→ WORK INSTRUCTION
From the entries that follow, list every line in which the string "tunnel" appears.

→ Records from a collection

########

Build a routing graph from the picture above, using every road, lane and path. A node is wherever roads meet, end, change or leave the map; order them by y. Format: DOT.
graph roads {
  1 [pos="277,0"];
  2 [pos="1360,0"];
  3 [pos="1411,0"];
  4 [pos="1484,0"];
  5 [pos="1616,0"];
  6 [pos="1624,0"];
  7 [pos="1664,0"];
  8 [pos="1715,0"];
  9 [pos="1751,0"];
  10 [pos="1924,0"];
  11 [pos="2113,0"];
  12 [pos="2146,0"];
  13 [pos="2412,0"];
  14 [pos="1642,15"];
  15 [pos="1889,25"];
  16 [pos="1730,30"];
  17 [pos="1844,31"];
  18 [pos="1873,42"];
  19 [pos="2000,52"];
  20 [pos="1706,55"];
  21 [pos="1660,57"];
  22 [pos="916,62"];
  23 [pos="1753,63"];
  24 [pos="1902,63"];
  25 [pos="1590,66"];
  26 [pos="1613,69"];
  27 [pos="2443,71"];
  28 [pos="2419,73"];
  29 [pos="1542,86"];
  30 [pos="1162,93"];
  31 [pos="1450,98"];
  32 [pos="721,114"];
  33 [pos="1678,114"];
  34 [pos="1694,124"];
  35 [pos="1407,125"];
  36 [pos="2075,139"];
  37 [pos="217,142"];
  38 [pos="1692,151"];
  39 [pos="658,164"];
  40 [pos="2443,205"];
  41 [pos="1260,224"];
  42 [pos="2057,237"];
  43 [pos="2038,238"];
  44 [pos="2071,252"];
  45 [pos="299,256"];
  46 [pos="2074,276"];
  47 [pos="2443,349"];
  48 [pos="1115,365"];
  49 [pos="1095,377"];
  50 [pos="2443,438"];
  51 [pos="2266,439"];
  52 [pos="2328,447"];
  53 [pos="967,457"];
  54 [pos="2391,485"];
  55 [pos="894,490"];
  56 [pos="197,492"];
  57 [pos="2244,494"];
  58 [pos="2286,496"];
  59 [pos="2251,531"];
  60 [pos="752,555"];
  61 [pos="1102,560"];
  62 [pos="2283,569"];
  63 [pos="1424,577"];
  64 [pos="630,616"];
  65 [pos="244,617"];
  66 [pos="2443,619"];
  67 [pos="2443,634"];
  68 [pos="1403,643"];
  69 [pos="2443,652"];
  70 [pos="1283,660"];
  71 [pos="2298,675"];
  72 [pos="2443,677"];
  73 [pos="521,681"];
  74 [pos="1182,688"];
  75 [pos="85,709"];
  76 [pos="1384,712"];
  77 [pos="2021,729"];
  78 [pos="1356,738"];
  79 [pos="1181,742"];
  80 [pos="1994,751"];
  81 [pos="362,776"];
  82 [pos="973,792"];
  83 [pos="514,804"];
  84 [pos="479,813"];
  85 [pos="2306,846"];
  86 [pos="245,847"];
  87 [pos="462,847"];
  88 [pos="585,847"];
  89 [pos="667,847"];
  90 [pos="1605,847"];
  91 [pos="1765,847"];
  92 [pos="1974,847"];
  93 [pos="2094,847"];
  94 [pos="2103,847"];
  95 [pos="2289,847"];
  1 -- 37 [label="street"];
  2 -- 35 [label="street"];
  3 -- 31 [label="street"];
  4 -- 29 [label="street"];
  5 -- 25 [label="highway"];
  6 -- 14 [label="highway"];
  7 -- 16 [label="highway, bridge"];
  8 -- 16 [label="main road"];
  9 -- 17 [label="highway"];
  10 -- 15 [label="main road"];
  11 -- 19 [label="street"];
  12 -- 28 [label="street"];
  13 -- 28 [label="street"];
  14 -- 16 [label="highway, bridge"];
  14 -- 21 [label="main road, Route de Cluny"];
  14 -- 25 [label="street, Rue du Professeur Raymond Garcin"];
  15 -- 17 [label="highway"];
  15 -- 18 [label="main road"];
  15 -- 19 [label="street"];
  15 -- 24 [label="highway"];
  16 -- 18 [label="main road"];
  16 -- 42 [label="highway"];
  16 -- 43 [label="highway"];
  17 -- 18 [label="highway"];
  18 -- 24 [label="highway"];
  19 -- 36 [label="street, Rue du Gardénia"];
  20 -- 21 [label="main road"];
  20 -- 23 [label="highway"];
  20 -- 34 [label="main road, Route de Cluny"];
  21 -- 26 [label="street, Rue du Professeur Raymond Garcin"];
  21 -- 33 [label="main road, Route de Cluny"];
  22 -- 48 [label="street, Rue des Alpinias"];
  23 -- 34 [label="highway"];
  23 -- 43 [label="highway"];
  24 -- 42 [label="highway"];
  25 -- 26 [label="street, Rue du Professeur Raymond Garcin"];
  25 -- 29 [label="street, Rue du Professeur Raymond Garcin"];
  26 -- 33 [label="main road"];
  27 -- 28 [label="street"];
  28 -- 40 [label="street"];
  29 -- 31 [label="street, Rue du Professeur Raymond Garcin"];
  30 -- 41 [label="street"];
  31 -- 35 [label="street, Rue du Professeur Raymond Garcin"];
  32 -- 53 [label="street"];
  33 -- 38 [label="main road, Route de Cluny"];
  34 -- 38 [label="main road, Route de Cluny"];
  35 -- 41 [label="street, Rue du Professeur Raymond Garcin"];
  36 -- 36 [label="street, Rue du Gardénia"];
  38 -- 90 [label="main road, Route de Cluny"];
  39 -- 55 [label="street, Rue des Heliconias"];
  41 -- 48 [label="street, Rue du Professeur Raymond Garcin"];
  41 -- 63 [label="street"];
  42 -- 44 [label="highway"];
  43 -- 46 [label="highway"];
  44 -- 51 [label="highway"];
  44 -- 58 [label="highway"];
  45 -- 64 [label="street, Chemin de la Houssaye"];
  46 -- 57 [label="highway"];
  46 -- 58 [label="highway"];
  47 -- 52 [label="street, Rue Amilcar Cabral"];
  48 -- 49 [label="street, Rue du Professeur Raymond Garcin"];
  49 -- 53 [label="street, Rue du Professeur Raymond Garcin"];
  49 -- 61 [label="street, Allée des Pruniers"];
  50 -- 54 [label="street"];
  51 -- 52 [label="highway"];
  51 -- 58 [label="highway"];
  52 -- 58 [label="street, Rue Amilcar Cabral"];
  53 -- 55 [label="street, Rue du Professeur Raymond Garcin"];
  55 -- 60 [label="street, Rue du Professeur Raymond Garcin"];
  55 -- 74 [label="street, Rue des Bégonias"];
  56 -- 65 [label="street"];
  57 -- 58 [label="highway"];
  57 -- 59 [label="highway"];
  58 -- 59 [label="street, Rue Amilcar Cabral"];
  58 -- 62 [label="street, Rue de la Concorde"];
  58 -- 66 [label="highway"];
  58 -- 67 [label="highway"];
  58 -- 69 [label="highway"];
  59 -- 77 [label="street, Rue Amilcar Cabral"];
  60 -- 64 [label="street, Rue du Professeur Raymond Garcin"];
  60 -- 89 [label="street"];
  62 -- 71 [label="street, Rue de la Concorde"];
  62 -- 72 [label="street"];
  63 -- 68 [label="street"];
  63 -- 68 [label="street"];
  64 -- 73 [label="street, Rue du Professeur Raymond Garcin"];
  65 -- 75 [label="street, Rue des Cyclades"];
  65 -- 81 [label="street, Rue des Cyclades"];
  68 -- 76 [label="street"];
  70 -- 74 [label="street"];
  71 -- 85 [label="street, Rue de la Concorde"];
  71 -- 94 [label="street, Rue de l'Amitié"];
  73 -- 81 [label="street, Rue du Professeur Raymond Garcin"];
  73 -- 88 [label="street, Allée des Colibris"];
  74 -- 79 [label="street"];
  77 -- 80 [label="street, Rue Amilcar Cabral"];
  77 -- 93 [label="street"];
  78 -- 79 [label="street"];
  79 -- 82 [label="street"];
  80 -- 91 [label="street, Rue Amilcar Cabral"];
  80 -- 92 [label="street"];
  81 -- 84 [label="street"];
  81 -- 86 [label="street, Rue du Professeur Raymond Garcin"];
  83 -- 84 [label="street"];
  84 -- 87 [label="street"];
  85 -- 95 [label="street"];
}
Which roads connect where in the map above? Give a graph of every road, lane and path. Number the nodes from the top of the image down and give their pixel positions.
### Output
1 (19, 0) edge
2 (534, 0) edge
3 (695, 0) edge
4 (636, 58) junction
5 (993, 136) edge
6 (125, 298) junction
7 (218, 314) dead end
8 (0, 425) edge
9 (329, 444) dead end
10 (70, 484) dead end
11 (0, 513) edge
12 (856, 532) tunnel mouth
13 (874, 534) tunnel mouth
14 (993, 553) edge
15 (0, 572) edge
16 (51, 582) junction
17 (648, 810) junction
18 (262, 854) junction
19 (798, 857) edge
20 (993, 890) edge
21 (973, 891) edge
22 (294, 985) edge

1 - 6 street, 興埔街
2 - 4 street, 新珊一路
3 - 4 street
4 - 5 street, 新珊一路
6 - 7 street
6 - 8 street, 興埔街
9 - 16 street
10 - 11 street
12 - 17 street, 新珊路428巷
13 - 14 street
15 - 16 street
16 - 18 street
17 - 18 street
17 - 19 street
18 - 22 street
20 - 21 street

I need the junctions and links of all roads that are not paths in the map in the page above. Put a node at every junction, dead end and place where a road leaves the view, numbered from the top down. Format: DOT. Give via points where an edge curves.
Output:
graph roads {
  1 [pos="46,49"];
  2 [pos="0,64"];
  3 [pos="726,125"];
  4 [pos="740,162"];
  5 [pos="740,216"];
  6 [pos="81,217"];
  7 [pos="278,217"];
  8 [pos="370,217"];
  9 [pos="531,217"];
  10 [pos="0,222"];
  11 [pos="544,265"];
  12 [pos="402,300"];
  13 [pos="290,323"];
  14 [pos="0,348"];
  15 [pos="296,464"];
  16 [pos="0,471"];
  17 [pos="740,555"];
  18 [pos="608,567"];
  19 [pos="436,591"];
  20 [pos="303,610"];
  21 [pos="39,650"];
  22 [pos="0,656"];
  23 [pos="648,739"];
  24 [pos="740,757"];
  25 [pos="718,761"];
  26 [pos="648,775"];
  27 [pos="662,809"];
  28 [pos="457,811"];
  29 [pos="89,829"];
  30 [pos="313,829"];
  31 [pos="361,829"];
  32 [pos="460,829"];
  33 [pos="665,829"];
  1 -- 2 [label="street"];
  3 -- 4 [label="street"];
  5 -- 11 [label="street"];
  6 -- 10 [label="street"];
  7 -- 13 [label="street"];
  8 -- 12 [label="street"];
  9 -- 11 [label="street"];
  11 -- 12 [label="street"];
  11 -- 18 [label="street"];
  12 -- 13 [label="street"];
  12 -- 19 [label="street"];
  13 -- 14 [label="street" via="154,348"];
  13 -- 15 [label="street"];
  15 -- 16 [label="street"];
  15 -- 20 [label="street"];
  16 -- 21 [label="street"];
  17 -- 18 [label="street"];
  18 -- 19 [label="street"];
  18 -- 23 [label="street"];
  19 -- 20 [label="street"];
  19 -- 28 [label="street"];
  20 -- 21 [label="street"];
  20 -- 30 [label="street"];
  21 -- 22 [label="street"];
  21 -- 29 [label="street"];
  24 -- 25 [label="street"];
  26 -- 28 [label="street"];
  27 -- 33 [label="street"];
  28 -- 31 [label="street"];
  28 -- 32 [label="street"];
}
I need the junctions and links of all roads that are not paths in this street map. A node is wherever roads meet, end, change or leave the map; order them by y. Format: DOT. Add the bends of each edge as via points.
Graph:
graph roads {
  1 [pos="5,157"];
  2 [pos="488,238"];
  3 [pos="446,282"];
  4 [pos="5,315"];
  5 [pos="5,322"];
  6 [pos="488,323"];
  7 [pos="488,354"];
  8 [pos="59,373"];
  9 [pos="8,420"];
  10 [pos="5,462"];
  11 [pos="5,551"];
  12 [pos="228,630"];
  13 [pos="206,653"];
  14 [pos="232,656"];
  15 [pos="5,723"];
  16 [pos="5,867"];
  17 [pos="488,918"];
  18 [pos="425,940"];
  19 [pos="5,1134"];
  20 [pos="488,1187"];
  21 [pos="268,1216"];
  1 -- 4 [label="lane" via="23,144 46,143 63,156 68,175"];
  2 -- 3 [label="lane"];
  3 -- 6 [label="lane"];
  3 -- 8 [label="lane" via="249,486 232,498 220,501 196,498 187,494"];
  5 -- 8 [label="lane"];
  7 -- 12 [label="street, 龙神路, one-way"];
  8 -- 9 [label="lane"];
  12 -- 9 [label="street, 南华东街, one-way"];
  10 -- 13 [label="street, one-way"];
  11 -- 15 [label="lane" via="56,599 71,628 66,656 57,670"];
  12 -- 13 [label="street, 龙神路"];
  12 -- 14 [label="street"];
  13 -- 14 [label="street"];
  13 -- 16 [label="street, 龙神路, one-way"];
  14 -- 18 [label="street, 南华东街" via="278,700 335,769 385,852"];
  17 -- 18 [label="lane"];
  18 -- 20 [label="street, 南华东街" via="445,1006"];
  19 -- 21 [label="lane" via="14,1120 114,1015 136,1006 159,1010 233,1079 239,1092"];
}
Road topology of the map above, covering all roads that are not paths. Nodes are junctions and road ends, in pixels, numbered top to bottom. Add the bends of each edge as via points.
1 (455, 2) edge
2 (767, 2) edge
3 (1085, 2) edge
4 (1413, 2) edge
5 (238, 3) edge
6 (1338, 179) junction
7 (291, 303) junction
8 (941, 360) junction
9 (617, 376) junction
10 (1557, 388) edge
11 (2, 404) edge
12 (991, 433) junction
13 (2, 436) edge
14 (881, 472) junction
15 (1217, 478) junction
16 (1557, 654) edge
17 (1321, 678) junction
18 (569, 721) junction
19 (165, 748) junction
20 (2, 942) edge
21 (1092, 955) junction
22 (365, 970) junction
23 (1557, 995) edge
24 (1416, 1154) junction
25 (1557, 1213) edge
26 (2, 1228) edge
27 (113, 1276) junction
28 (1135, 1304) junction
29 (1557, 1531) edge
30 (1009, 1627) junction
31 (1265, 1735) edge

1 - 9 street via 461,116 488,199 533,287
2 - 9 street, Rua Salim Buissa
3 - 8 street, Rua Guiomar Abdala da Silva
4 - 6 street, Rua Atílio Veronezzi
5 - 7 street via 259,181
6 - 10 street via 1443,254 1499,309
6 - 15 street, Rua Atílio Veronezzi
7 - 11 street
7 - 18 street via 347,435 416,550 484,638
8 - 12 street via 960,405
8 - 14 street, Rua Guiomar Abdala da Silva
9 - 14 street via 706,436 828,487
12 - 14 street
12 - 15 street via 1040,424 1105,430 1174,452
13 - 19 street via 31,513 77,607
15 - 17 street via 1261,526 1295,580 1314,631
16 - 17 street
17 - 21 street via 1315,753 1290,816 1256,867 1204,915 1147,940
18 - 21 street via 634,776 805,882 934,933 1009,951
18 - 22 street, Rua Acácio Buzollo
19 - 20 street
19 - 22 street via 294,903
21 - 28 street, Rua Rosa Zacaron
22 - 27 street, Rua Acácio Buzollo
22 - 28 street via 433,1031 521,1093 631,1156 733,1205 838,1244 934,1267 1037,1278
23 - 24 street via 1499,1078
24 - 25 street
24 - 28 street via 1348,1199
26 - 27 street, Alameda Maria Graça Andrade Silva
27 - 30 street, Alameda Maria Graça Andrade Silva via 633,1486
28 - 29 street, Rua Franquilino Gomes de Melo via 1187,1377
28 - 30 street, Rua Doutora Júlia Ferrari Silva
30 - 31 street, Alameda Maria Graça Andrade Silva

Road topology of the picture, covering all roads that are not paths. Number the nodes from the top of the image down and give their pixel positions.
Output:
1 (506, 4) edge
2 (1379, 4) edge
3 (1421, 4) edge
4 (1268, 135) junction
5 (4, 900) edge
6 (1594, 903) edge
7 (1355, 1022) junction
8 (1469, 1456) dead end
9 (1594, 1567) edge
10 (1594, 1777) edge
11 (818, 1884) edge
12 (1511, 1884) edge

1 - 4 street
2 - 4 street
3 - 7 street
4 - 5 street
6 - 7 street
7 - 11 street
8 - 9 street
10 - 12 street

########

→ TASK RESPONSE
12 (856, 532) tunnel mouth
13 (874, 534) tunnel mouth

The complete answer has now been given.